Lors de son discours de politique générale début octobre, le Premier ministre, Michel Barnier avait indiqué vouloir "reprendre le dialogue" début 2025 sur le projet de loi sur la fin de vie. "Nous reprendrons l'examen du texte au moment où il a été interrompu, pour gagner du temps." avait-il déclaré le 2 octobre. Arrêté brutalement avec la dissolution, le texte prévoyait la légalisation en France du suicide médicalement assisté, avec exception d’euthanasie. Le Dr Alexis Burnod, chef du service de soins palliatifs à l'Institut Curie, était l'invité de la matinale. Il est revenu notamment sur les lignes rouges franchies par ce texte.
"[…] le projet initial a fait une sortie de route et sorti complètement de son cadre, estime Alexis Burnod qui a suivi de près les débats, […];en quelques heures on a eu l'élaboration d'un projet qui était bien plus permissif que l'ensemble des projets qui existent dans le monde, avec des propositions dans lesquelles l'acte d'euthanasie peut être fait par un proche, par quelqu'un de la famille, par un parent, que le délai entre la demande d'euthanasie et l'acte de faire mourir puisse être de 48 heures alors qu'en Belgique vous avez un mois et que ce temps-là puisse être réduit à zéro sur des critères subjectifs de dignité." Une évolution législative qui inquiètent le monde médical d'autant plus que l'accès aux soins palliatifs reste très inégal en France, "L’offre de soins n’est pas à la hauteur sur tout le territoire", explique le docteur Burnod, une situation qui pourrait pousser certaines personnes, faute de soins adéquats, à choisir l'euthanasie par désespoir, "vous êtes vulnérable, vous êtes euthanasiable."Je discutais encore hier avec des collègues de soins palliatifs dans différents endroits de France, ajoute le chef du service de soins palliatifs de l'Institut Curie, aucun patient ne leur dit : 'on en est où dans la loi ?' Ce qu'ils veulent, c'est être mieux soulagés, mieux soignés, qu'on améliore leur logistique du quotidien."

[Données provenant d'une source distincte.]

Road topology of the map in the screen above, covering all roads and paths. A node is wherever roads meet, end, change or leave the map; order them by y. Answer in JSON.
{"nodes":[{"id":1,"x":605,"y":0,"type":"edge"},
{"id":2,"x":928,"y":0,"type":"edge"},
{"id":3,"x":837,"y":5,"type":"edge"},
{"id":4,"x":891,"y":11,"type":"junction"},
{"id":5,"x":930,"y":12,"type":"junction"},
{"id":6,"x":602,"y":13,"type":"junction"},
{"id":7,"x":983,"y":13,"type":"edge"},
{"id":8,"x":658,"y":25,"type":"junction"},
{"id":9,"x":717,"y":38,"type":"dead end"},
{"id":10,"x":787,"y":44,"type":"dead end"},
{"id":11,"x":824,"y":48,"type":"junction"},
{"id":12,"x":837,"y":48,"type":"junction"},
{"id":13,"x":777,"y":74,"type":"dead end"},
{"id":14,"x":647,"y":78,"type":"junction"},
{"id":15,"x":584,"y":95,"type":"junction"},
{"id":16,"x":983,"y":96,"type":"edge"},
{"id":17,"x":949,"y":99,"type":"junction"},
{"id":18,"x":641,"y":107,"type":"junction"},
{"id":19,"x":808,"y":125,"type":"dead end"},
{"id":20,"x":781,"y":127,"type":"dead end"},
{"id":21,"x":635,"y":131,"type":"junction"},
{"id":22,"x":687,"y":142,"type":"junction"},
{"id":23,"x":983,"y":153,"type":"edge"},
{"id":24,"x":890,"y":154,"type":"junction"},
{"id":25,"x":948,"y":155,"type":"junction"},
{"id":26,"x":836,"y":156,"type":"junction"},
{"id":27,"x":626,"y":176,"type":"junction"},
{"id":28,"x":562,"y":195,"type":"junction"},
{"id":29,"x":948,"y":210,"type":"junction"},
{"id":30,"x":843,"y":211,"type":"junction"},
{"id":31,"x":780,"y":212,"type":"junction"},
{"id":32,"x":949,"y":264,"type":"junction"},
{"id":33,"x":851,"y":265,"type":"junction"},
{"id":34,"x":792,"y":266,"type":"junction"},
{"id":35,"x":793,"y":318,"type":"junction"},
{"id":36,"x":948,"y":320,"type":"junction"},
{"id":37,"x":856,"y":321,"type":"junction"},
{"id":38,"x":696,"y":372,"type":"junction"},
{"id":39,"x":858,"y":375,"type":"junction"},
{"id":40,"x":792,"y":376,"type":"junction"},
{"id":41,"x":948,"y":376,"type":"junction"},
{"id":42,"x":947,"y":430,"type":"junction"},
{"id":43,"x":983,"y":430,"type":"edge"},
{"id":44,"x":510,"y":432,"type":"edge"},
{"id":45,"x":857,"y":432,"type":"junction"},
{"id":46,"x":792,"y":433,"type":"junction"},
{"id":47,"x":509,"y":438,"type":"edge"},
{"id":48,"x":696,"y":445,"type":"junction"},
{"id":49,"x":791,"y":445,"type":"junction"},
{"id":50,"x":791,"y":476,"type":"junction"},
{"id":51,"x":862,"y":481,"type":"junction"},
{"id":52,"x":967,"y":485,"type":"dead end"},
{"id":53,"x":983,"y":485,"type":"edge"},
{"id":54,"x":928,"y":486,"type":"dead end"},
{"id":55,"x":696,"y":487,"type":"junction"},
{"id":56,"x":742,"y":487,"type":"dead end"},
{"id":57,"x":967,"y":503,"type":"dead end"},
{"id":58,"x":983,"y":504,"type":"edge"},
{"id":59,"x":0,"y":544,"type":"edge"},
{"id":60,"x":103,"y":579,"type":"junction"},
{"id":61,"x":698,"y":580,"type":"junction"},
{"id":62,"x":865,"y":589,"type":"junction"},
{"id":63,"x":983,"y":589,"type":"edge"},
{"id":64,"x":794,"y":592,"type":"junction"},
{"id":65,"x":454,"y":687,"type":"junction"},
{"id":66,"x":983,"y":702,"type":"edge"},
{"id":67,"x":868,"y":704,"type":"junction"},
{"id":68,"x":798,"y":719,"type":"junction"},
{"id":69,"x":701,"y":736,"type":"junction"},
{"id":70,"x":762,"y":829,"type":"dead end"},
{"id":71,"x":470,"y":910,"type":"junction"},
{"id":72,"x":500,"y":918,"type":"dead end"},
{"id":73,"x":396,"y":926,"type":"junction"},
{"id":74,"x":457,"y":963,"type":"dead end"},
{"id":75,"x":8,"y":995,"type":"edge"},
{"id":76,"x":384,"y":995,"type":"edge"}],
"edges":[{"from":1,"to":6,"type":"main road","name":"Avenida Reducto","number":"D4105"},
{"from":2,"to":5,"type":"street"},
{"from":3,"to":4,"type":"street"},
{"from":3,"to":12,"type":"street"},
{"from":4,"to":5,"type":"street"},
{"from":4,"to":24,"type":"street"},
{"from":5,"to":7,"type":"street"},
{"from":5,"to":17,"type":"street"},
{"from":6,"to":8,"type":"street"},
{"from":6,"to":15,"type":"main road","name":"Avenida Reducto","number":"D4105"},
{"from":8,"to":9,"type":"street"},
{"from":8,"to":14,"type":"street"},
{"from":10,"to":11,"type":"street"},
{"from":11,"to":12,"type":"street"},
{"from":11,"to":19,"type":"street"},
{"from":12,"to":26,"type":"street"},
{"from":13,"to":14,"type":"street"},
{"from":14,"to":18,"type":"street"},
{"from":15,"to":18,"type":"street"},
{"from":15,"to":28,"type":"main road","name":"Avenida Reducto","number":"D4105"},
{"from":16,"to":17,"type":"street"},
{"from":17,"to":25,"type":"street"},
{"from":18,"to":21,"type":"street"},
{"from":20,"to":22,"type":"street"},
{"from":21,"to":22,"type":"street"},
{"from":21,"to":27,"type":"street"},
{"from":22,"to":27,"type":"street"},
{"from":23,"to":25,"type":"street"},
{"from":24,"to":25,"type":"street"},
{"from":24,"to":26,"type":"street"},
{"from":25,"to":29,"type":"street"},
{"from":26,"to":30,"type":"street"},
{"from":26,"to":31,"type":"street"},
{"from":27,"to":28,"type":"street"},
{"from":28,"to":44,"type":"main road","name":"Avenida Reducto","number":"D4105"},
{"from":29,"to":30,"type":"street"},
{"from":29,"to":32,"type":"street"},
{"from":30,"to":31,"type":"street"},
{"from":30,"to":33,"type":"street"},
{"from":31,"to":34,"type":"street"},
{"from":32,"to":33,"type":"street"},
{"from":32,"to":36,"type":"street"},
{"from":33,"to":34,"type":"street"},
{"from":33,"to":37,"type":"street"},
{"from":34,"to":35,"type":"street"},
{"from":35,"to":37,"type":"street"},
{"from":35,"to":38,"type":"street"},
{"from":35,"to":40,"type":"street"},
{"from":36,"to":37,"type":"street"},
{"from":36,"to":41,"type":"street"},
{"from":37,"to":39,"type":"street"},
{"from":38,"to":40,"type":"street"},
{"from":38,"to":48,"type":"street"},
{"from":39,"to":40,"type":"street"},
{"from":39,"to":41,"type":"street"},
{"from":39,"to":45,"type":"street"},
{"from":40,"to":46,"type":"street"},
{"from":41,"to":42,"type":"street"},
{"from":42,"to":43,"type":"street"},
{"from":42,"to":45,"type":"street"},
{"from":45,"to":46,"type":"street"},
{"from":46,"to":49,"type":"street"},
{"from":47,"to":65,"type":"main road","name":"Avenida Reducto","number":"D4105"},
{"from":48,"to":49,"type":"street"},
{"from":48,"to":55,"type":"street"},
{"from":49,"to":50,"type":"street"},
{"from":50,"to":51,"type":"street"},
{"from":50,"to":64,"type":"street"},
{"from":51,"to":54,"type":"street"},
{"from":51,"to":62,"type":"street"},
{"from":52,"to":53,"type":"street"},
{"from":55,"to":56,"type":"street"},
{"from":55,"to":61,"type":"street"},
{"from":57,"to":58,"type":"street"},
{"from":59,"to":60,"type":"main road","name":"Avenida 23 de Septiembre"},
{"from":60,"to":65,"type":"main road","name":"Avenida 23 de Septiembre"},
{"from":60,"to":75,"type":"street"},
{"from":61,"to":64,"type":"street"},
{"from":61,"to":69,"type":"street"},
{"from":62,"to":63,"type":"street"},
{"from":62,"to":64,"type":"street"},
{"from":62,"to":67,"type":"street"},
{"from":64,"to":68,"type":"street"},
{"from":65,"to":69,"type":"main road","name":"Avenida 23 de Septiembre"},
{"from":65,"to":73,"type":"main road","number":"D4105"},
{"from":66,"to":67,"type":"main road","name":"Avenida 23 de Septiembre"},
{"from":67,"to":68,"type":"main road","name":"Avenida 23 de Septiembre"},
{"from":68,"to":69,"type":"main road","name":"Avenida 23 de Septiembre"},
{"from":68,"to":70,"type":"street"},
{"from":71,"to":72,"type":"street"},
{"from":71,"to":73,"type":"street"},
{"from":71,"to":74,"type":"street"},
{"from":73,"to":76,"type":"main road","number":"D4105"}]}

Si l'opinion publique semble favorable à une telle loi selon les sondages, elle n'est pourtant pas une priorité pour les Français. Pour le Dr Burnod, deux groupes de personnes soutiennent une évolution de la loi : ceux qui ont été témoins de "fins de vie inadmissibles" et qui souhaitent une alternative pour éviter la souffrance, et "les plus militants", qui prônent une "loi de liberté sans condition" permettant de décider du jour et de l’heure de sa mort, sans contrainte. Pourtant les choses ont bougé depuis six mois, "on a eu […] un élan très fort sur une meilleure inclusion de la vulnérabilité dans notre société ", mentionnant le succès du film "Un p'tit truc en plus", les exploits des athlètes aux Jeux Paralympiques, et le combat de trois jeunes pour sensibiliser à la maladie de Charcot, "au lieu de dire vous êtes vulnérable vous êtes euthanasiable, pouvoir dire vous êtes vulnérable et bien ensemble avec vous on est mobilisable. C'est, à mon avis, une occasion unique de pouvoir le faire et dans cette période où on est en tension partout, le risque de céder à la tentation bien compréhensible de faire mourir doit nous ressaisir et ce courant doit nous y aider, je pense."
Pour le Dr Alexis Burnod, il faut revoir le projet de loi, "si la copie initiale a contribué en quelques heures à une telle sortie de route, c’est qu’il ne faut pas repartir de cette copie initiale." Plaidant pour une réforme plus équilibrée, qui prenne en compte les réalités du terrain et priorise le développement des soins palliatifs, l'invité de la Matinale appelle en revanche à voter "le projet de loi de soins palliatifs" qui fait selon lui l'unanimité.